What are the responsibilities and job description for the Revenue Cycle Management Specialist (Medical Billing) position at MedStates Medical Billing Services?
Job Description
We are currently seeking an experienced Revenue Cycle Management Specialist to join our medical billing team. The successful candidate will be responsible for managing all aspects of the revenue cycle, including coding review, claim submission, payment posting, denial resolution, and AR follow-up. This is a hands-on role requiring advanced knowledge of billing processes and experience working with both commercial and government payers MedStates Medical Billing Services.
Key Responsibilities
We are currently seeking an experienced Revenue Cycle Management Specialist to join our medical billing team. The successful candidate will be responsible for managing all aspects of the revenue cycle, including coding review, claim submission, payment posting, denial resolution, and AR follow-up.

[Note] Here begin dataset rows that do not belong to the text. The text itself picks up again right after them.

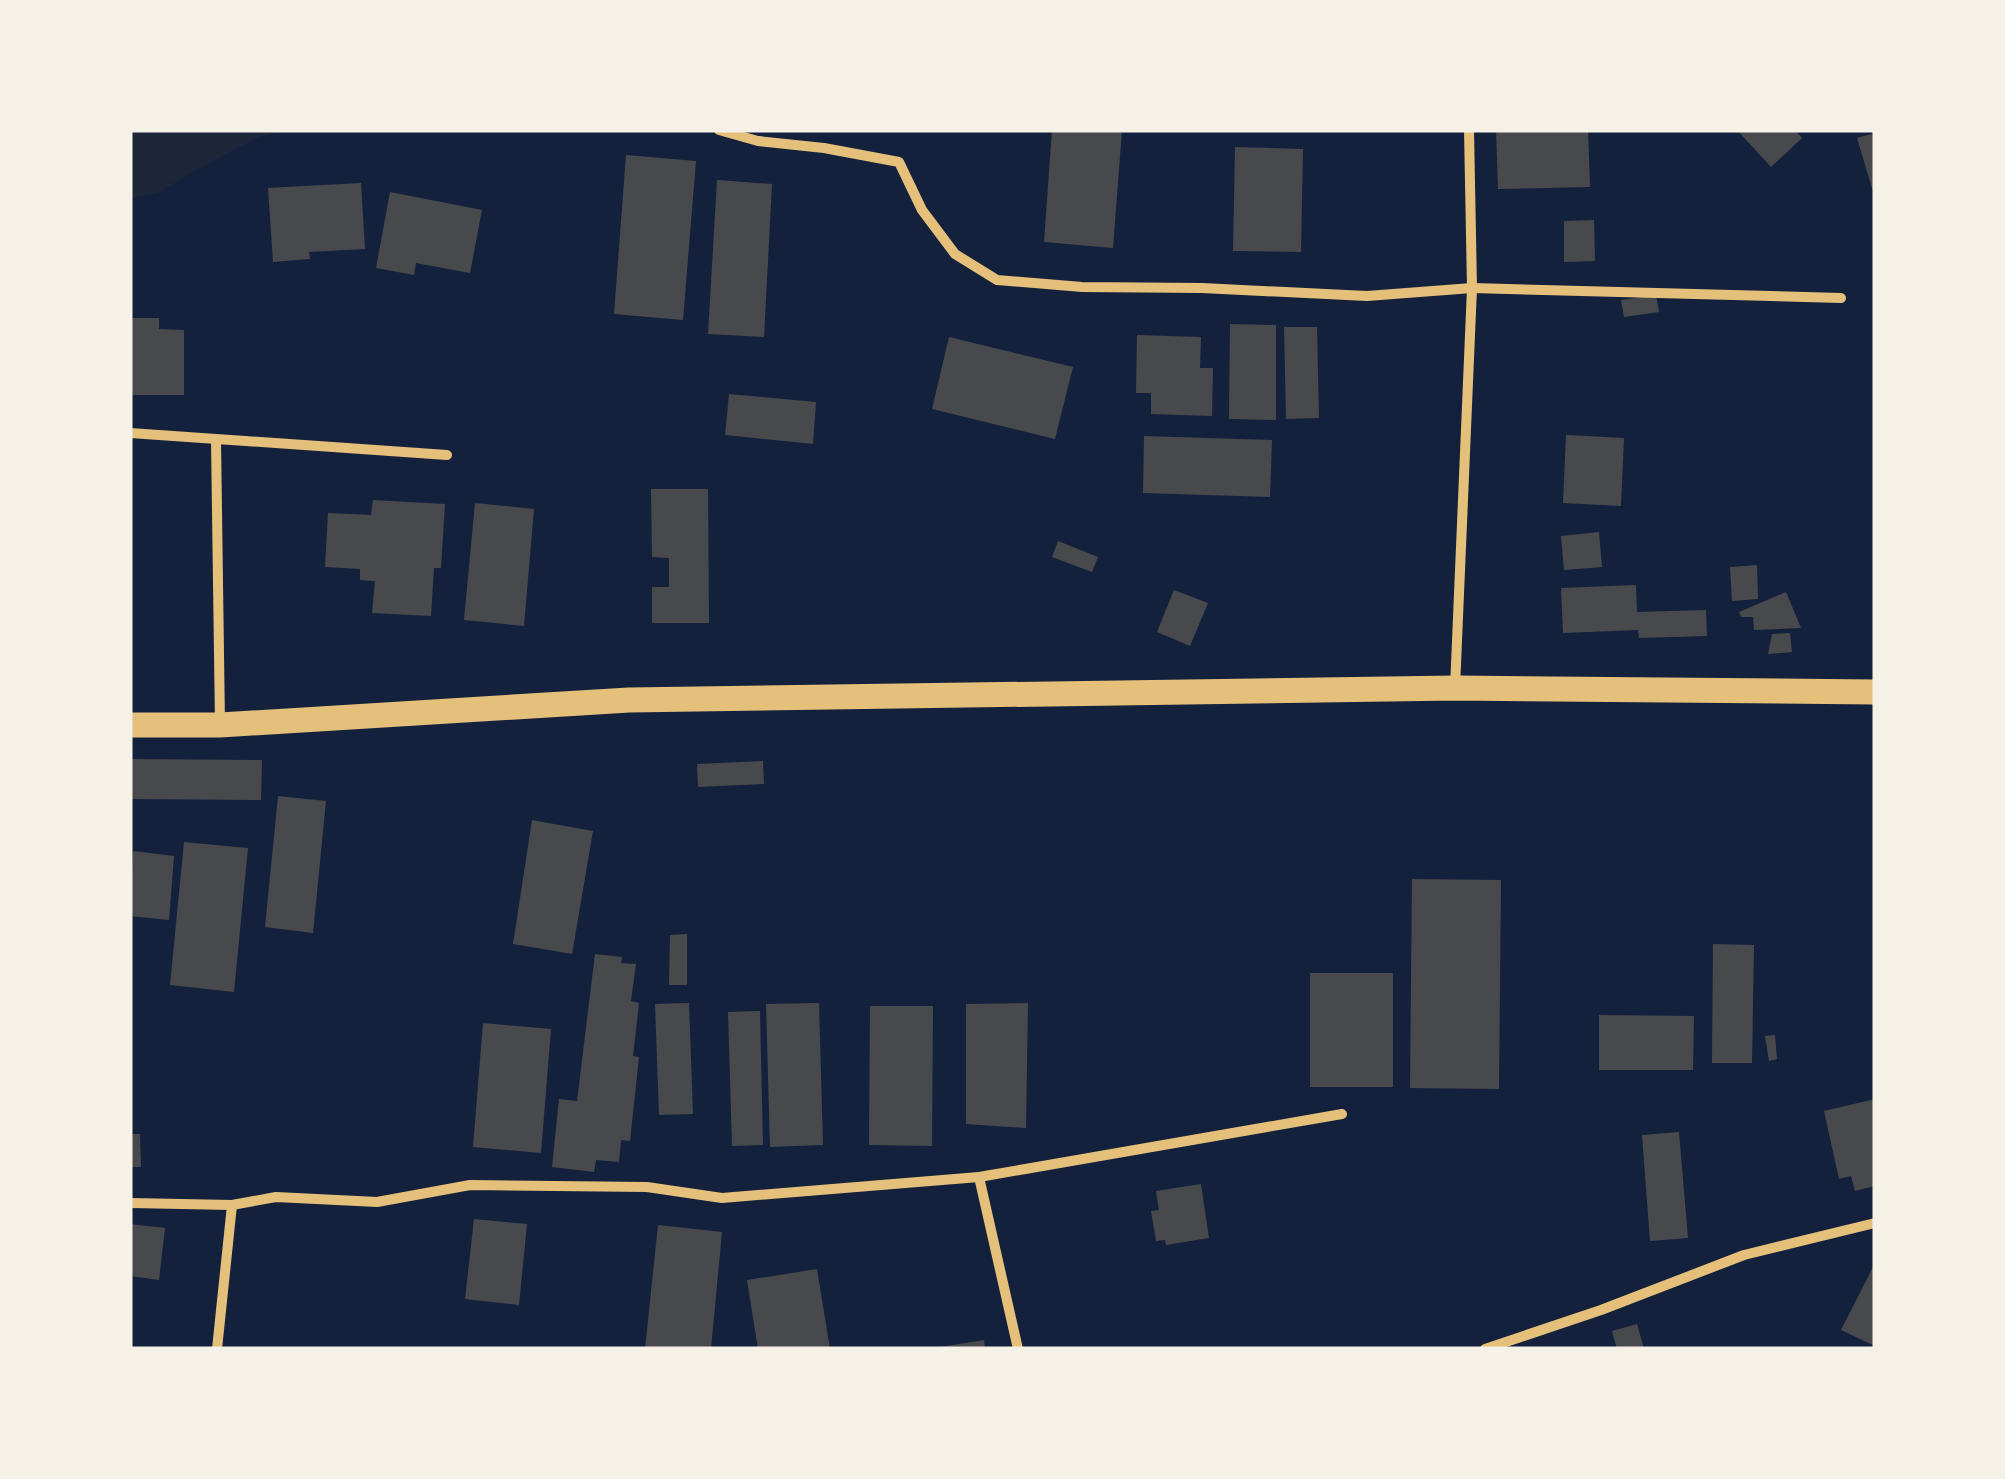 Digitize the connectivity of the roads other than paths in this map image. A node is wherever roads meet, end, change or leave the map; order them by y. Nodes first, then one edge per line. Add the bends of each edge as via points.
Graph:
1 (718, 130) edge
2 (1469, 130) edge
3 (1472, 288) junction
4 (1841, 298) dead end
5 (130, 432) edge
6 (216, 440) junction
7 (447, 455) dead end
8 (1455, 688) junction
9 (1875, 692) edge
10 (130, 725) edge
11 (220, 725) junction
12 (1342, 1114) dead end
13 (980, 1176) junction
14 (130, 1203) edge
15 (232, 1205) junction
16 (1875, 1223) edge
17 (216, 1349) edge
18 (1018, 1349) edge
19 (1485, 1349) edge

1 - 3 street via 899,162 922,210 955,254 998,280 1367,296
2 - 3 street
3 - 4 street
3 - 8 street
5 - 6 street
6 - 7 street
6 - 11 street
8 - 9 main road
8 - 11 main road via 629,700
10 - 11 main road
12 - 13 street
13 - 15 street via 722,1198 647,1188 470,1184 376,1202 276,1197
13 - 18 street
14 - 15 street
15 - 17 street
16 - 19 street via 1744,1256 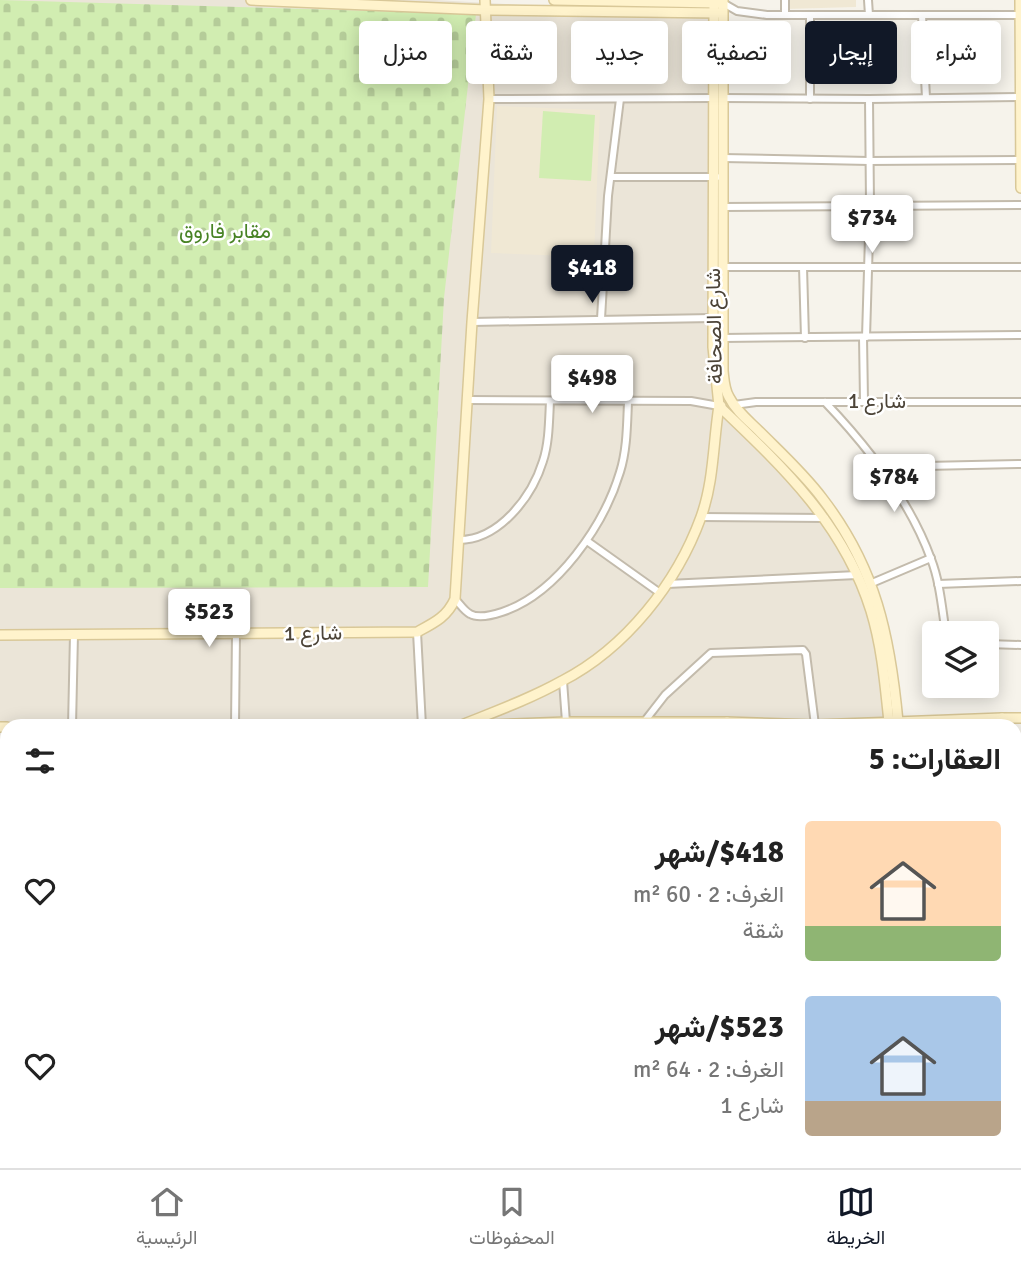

This is a hands-on role requiring advanced knowledge of billing processes and experience working with both commercial and government payers MedStates Medical Billing Services.
Key Responsibilities
- Oversee the full medical billing process from claim creation to reimbursement.
- Verify insurance eligibility and patient benefits prior to treatment.
- Submit claims accurately with proper ICD-10, CPT, and HCPCS coding.
- Track claims through clearinghouses and payer portals; resolve denials or rejections.
- Post insurance payments and reconcile accounts accurately.
- Follow up on aged accounts and unpaid claims to reduce AR days.
- Collaborate with providers, front-desk staff, and payers to resolve billing issues.
- Assist with credentialing support and payer enrollment processes as needed.
- Generate reports on billing performance and recommend improvements.
- Associate’s or Bachelor’s degree in Health Information Management, Medical Billing, or related field preferred.
- Minimum 3 years of experience in a medical billing or revenue cycle role.
- Strong knowledge of coding standards, claim submission procedures, and EDI systems.
- Familiarity with multiple payer types including Medicare, Medicaid, commercial payers, and managed care plans.
- Proficiency with billing software (e.g., Kareo, AdvancedMD, or similar) and EHR platforms.
- Excellent communication, problem-solving, and organizational skills.
- Certified Professional Biller (CPB) or Certified Coding Specialist (CCS) is a plus.